Knowing everything from the hostname, the assigned IP, the username. Leads us to the individual involved. This is exactly what we need to answer, when asking "Who triggered this alert?""
These artifacts provide us with the ability to pivot; to see the event as it unravels. Classification of entities guides how and where you can pivot.
Linking network logs with a user is not possible without creating connections. Going from a user to network traffic requires a relationship. Creation of these links requires knowing everything about the entities involved. This yields the ability to see network traffic for the user involved.
Timeline - The When
Using entities to pivot to other sources grants us timeline, the whole picture. Knowledge of a start, a middle, and an end; when a specific artifact was first and last seen. This paints what happened around the event. With the timeline drafted, a pattern of the attack is seen.
High-level view helps us understand what happened. Narrows our search to confirm our suspicions.
Referring back to the PowerShell detection. Knowing the PowerShell child process can confirm if malicious intent was present. Proving suspicious behavior.
Impact - The Where
The resource is a driving factor for urgency. Resource type and its importance will determine our course of action. Awareness of infrastructure hierarchy paints the way to the criticality of the event.
Knowledge of external team events. Provides internal intelligence to determine false positive triggers. Service upgrade windows can cause spikes in events. Generating alerts that lack intent. Understanding infrastructure at this level helps determine the priority of events. Allowing the ability to focus on what's important.
Intent - The Why
The time to organize the pieces and understand the event. The gathering of information is complete. The analysis starts. Reviewing findings is a crucial step when it comes to understanding the alert. The intent, or knowledge of why the alert triggered in the first place. The analysis to determine maliciousness. At this point, if true intent exists. The containment phase will begin.
Tying off loose ends, to determine the spread will assist during the containment. A summary helps with personal understanding of what happened. This will allow us to see what had conspired. The big picture.
The why step, provides a stopping point, a break. To look over everything and make sense of it. It is during this step, a determination of true positive/false positive can be done. It is also the place to ask: "Is this something to worry about?"
Prevention - The How
A prevention step, the how. Analyzes information to discover the root cause. Whether the event was a true positive or not. Understanding why it triggered helps us prevent it in the future. Preventions can take many forms.
Implementation of new security measures; hardening the security posture of the infrastructure. The discovery of blind spots will provide new knowledge to be aware of in the future.

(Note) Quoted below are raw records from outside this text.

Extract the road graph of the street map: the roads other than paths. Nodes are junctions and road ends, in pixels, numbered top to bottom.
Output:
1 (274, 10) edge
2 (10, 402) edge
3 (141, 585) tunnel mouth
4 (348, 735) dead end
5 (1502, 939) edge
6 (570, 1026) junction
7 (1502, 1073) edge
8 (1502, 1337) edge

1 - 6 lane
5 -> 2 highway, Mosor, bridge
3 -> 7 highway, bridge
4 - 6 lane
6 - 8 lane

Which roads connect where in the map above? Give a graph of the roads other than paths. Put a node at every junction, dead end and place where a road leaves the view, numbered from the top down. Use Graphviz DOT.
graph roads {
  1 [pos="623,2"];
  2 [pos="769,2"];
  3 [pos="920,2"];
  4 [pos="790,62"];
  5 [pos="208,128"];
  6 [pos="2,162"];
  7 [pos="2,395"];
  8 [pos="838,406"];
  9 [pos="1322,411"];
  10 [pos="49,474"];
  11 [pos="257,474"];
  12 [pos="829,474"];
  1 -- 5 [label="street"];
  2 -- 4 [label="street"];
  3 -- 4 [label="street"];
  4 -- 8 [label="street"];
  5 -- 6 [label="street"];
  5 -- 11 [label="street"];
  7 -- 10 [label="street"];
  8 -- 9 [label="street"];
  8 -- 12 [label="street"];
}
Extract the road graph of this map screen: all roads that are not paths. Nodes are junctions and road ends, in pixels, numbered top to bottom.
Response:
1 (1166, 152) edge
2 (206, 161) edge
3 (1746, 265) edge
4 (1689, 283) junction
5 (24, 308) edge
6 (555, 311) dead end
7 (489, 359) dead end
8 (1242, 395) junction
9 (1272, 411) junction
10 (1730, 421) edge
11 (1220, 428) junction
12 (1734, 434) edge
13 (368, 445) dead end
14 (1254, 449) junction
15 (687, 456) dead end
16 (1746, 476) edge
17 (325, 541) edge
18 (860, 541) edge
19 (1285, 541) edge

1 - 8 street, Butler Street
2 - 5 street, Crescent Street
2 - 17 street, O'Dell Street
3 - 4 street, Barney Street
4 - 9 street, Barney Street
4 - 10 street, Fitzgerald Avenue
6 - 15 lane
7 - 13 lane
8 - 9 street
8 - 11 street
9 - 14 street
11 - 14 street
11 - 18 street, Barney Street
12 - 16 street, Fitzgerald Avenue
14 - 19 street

The root cause, helps us understand how the event started and why it was successful. This is a huge step in understanding how to better the security of the company. Knowing how a threat got in, provides us with the ability to plan ahead.
Conclusion
Alert resolution can be a tricky endeavor that takes repetition to learn. By structuring a series of questions to help and understand an event. With standardization, achieving better understanding and resolution is possible.
Standardizing the extracted information assists us with the ability to replicate the steps. Once replication is possible, automation is soon to follow.
In automation, breaking up the problem is key. By automating the gathering of pieces. Alert resolution time will quicken, which in turn provides more time for analysis.